There’s a television show called “The Logic of Women” (translated…). Six men play in teams of two. Six girls have been placed in teams of two and asked questions. Their reasoning and answers to the questions have been taped. The men are then asked the questions…but they don’t win by answering. They win points by trying to guess how the women answered. Inevitably, the men are slightly older (and generally misogynistic) traditional Georgian men, while the women are young, beautiful, short-dress wearing, cocktail-sipping dolls. Sometimes one of the women has a brain…but usually they aren’t the brightest. The questions are usually things like “Is this a president, actor or clown?” [shown a picture of the Venezuelan president] or “What is this?” [shown a coffee filter]. The teachers at my school don’t like the show because it makes women look stupid. I shouldn’t need to say any more.

But let’s have a bit of fun and think of the variations of the show that could be popular here: city people being asked about village people, young people being asked about old people, old people being asked about old people, Georgians being asked about Turks/Armenians/Azeris, Georgians being asked about Ukrainian and Russian women, maybe Western Europeans being asked about Georgia (or being asked what they know about Georgia…which would be funny for about two episodes and then it would get cancelled for not being nationalistic enough)…
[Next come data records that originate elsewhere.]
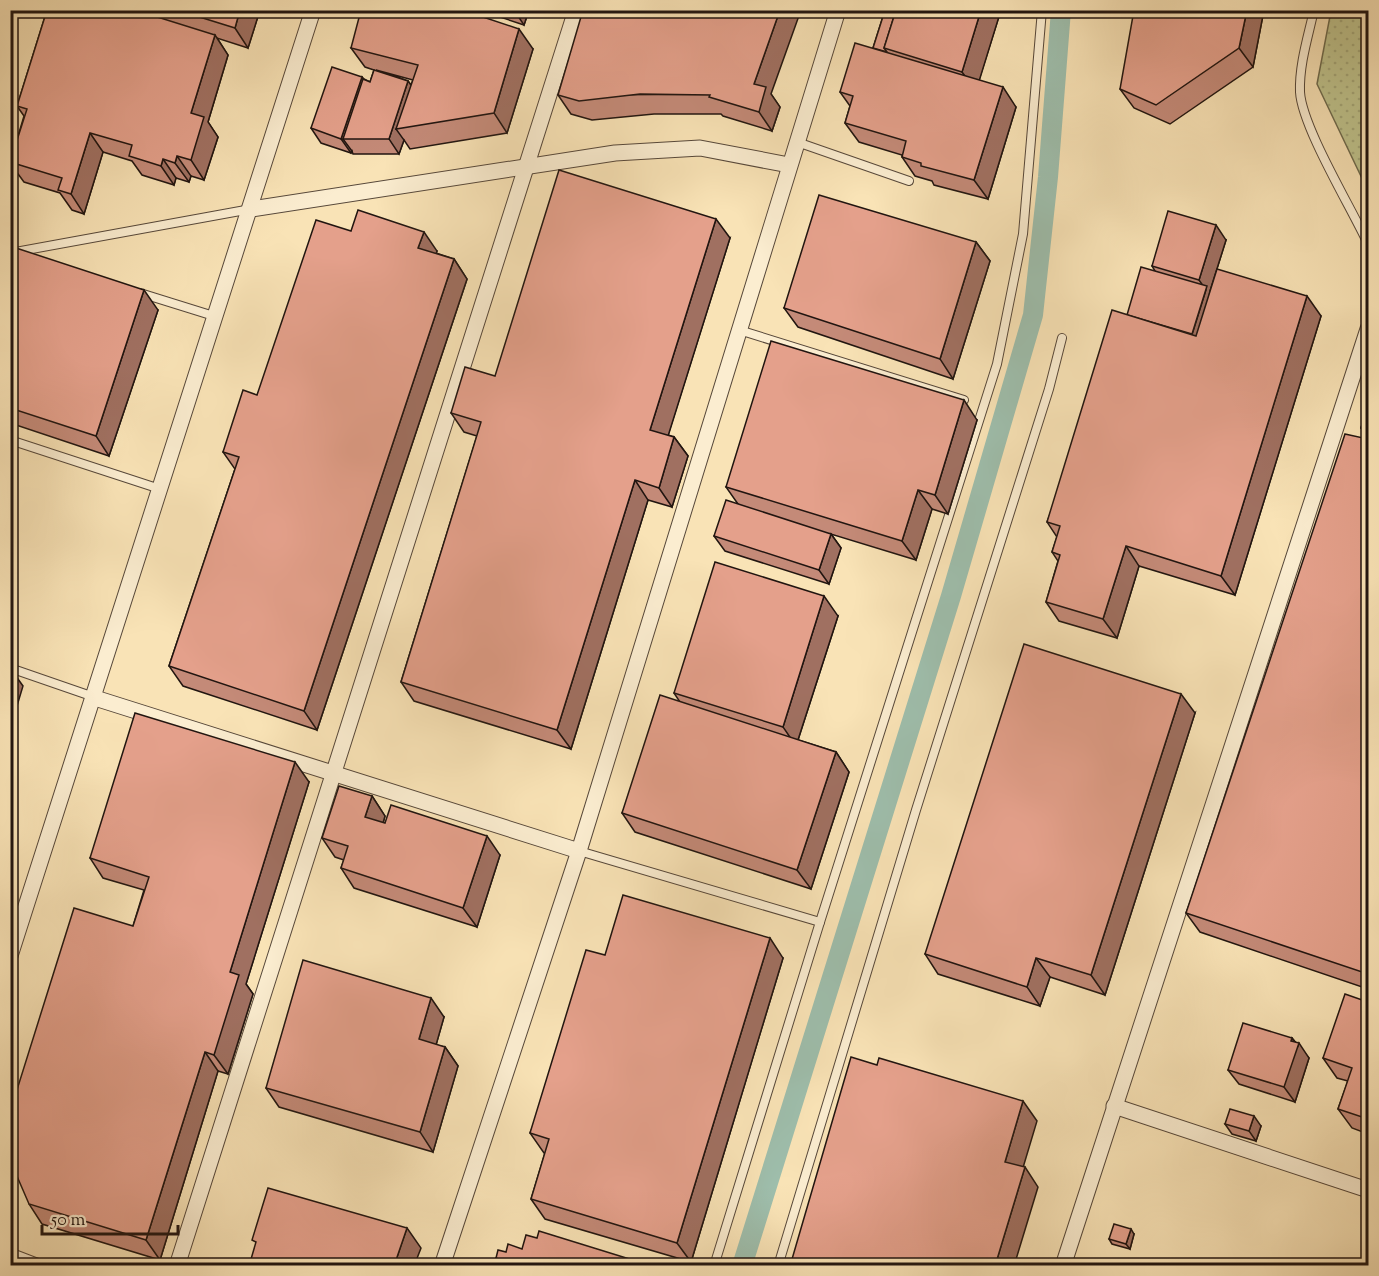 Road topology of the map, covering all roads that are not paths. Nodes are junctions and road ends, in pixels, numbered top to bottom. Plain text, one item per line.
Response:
1 (313, 10) edge
2 (576, 10) edge
3 (838, 10) edge
4 (1042, 10) edge
5 (1314, 10) edge
6 (796, 141) junction
7 (19, 153) edge
8 (789, 165) junction
9 (527, 166) junction
10 (10, 181) edge
11 (909, 181) dead end
12 (252, 209) junction
13 (1368, 244) edge
14 (10, 253) edge
15 (132, 290) edge
16 (217, 317) junction
17 (738, 329) junction
18 (1368, 329) edge
19 (1062, 338) dead end
20 (964, 400) edge
21 (10, 440) edge
22 (162, 490) junction
23 (10, 668) edge
24 (95, 698) junction
25 (334, 771) junction
26 (579, 851) junction
27 (820, 922) junction
28 (10, 956) edge
29 (1114, 1106) junction
30 (1368, 1190) edge
31 (10, 1256) edge
32 (36, 1266) edge
33 (177, 1266) edge
34 (442, 1266) edge
35 (714, 1266) edge
36 (778, 1266) edge
37 (1063, 1266) edge

1 - 12 street
2 - 9 street
3 - 6 street
4 - 27 lane
5 - 13 lane
6 - 8 street
6 - 11 lane
7 - 10 lane
8 - 9 street
8 - 17 street
9 - 12 street
9 - 25 street
12 - 14 lane
12 - 16 street
15 - 16 lane
16 - 22 street
17 - 20 lane
17 - 26 street
18 - 29 street
19 - 36 lane
21 - 22 lane
22 - 24 street
23 - 24 lane
24 - 25 street
24 - 28 street
25 - 26 street
25 - 33 street
26 - 27 lane
26 - 34 street
27 - 35 lane
29 - 30 street
29 - 37 street
31 - 32 street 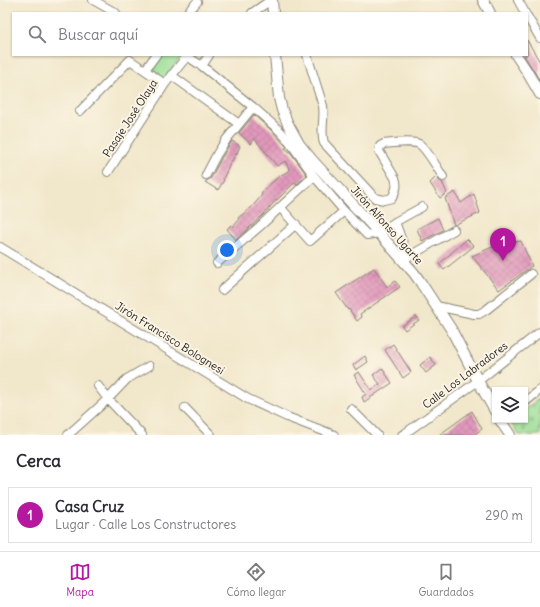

Variations of the show that could be popular in the US? Maybe siblings being asked about siblings or parents about children. Anything else, I’m pretty sure, would draw protest. I hope it would. As interesting as this kind of situation is for someone like me, studying the nature of one group’s stereotypes about another, as public entertainment it comes across as rather offending (and stereotype re-affirming, in this case) (anti-women) propaganda.